* _The input_

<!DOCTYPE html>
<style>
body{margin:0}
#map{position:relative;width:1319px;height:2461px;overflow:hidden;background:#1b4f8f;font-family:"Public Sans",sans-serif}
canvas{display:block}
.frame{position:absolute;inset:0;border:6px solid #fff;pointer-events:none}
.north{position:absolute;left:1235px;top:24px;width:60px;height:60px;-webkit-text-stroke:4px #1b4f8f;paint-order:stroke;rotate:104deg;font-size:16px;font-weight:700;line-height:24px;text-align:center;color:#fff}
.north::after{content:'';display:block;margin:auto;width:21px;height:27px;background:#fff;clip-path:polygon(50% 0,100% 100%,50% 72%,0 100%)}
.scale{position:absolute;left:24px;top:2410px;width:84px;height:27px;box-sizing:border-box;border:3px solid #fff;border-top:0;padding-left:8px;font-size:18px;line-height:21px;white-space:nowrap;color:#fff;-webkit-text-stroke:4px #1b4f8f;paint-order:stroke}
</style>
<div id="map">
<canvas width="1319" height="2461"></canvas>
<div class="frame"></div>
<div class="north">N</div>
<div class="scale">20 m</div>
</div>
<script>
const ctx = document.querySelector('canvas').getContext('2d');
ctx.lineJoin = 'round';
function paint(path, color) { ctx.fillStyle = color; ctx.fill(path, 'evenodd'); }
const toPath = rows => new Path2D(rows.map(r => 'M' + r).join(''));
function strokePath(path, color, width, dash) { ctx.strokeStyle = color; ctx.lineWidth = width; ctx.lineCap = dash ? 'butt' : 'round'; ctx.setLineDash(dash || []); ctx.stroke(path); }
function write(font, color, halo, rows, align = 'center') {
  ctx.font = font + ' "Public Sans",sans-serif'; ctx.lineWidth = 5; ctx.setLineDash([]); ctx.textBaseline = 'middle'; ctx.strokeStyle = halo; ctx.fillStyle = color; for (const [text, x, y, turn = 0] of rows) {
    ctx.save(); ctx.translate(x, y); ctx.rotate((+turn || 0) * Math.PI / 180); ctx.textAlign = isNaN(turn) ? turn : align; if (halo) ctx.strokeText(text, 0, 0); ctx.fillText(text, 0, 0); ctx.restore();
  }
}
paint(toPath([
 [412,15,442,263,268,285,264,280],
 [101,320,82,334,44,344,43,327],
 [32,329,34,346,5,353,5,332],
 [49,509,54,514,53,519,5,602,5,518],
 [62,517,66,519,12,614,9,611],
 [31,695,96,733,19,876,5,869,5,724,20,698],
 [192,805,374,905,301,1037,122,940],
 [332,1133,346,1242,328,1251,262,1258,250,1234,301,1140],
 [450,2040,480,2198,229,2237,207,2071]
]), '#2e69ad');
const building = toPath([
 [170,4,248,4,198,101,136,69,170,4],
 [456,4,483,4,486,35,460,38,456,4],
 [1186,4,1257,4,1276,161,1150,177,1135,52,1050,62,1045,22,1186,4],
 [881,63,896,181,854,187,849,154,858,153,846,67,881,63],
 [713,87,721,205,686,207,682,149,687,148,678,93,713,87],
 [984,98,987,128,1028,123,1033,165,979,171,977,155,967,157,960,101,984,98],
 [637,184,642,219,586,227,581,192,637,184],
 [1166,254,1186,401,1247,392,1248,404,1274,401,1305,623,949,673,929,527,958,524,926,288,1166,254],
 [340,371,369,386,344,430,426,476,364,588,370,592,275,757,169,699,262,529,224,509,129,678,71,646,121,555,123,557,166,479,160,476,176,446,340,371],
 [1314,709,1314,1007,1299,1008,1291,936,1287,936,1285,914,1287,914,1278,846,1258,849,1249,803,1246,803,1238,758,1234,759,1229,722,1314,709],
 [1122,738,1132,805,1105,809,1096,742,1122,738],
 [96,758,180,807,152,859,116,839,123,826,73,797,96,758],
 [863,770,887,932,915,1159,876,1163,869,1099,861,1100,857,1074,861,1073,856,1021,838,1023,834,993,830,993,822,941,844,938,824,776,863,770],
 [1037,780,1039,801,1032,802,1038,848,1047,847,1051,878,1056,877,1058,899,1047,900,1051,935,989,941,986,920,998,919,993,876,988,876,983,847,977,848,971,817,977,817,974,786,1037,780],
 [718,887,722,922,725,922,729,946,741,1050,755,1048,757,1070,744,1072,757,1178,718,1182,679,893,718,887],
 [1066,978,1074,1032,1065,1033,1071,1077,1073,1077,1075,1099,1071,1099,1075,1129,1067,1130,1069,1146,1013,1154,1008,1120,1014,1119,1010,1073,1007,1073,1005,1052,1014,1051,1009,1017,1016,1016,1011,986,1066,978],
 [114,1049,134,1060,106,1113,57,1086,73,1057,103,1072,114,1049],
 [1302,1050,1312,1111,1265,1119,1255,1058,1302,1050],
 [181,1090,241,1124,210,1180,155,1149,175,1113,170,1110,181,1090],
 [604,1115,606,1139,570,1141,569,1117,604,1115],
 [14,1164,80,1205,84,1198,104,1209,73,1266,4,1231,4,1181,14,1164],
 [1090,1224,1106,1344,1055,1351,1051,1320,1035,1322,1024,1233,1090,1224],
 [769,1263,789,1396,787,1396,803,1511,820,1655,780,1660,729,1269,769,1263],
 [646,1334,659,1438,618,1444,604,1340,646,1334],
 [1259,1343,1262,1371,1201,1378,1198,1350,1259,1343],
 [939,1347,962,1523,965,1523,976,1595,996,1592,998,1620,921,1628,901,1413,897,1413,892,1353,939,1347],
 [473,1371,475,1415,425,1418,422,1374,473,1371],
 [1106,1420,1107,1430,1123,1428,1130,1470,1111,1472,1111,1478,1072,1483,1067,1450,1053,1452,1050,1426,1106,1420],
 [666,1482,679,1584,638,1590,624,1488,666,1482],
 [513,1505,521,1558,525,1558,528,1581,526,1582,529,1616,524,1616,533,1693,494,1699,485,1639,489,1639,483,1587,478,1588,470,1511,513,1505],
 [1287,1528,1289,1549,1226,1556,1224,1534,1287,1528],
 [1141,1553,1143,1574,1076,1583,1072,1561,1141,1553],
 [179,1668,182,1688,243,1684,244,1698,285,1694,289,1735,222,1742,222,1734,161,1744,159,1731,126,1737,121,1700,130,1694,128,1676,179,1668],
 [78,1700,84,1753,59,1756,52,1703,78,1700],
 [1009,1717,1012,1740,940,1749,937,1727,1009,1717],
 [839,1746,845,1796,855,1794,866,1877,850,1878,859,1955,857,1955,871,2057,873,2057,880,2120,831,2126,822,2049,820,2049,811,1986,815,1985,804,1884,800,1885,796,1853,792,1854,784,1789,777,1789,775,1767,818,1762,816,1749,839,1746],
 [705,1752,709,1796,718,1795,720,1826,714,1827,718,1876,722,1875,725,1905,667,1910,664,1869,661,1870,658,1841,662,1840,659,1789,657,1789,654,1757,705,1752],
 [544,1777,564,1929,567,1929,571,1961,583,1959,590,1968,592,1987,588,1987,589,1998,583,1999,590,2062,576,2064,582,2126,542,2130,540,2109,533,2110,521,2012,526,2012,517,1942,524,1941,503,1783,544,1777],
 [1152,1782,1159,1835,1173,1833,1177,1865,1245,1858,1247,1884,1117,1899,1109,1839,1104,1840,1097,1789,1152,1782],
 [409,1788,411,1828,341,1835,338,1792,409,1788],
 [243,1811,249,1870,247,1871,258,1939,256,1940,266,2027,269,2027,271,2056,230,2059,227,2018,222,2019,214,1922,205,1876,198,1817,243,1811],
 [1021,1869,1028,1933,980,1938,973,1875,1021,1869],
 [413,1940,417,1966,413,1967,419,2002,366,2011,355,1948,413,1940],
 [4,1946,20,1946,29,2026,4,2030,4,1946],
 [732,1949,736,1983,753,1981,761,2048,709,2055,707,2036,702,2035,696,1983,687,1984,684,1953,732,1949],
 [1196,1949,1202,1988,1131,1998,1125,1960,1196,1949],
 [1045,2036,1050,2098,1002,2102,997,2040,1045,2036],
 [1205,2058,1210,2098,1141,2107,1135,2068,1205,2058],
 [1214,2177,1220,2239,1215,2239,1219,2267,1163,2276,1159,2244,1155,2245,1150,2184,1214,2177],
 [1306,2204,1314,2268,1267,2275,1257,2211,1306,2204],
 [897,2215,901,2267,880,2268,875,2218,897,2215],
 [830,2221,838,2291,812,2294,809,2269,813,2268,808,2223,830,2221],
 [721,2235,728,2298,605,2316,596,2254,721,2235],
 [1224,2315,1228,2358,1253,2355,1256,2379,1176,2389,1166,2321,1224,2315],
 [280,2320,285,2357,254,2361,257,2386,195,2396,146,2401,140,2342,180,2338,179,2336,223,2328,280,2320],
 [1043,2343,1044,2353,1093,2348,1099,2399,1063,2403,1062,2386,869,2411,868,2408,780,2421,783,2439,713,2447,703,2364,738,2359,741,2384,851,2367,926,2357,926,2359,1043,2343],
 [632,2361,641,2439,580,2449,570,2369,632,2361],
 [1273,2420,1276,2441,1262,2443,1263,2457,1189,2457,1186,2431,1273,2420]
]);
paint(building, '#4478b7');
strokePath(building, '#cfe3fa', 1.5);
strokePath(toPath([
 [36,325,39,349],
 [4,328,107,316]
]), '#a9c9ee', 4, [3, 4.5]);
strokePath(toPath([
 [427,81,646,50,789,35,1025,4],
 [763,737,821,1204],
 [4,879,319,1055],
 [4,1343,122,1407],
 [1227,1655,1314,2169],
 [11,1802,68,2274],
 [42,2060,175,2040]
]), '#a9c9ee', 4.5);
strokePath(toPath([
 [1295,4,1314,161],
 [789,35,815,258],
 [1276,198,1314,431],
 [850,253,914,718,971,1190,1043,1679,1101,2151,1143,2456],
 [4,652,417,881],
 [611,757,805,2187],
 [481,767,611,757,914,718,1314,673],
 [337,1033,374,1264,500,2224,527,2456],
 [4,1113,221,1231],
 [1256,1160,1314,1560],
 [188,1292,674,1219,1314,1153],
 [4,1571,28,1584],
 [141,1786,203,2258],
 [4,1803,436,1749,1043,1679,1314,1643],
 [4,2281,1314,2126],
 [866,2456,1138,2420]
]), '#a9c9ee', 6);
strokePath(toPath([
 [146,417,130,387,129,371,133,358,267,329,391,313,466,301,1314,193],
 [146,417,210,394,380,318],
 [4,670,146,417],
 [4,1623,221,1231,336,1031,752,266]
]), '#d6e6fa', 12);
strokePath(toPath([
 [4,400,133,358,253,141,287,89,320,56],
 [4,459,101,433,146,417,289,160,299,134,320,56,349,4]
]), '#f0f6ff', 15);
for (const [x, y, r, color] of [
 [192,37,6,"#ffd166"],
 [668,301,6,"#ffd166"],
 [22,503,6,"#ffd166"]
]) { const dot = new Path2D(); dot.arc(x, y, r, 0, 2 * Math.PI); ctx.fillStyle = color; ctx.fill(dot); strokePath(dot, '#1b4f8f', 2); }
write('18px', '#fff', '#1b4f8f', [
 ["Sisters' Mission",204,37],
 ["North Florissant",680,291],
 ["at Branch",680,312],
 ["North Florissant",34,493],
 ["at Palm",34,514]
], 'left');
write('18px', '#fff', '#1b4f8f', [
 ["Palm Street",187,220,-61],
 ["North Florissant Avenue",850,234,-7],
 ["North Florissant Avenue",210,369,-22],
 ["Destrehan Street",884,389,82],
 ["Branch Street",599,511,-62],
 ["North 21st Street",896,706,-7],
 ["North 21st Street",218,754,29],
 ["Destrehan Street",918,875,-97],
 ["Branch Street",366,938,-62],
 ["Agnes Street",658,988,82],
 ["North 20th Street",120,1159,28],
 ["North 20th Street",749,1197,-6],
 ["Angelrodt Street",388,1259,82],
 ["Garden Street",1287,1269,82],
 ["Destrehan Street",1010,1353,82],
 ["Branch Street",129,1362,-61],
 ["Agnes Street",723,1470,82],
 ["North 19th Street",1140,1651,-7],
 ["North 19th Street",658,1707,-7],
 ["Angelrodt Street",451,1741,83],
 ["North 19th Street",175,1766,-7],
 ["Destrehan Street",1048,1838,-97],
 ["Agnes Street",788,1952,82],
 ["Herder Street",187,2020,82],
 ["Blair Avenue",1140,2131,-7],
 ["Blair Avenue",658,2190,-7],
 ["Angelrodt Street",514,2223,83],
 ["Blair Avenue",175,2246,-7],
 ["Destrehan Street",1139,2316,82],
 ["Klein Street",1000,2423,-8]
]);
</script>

* _How to complete this task_
Check the lines above and copy each one that includes "setLineDash".

* _Answer to this exercise_
function strokePath(path, color, width, dash) { ctx.strokeStyle = color; ctx.lineWidth = width; ctx.lineCap = dash ? 'butt' : 'round'; ctx.setLineDash(dash || []); ctx.stroke(path); }
  ctx.font = font + ' "Public Sans",sans-serif'; ctx.lineWidth = 5; ctx.setLineDash([]); ctx.textBaseline = 'middle'; ctx.strokeStyle = halo; ctx.fillStyle = color; for (const [text, x, y, turn = 0] of rows) {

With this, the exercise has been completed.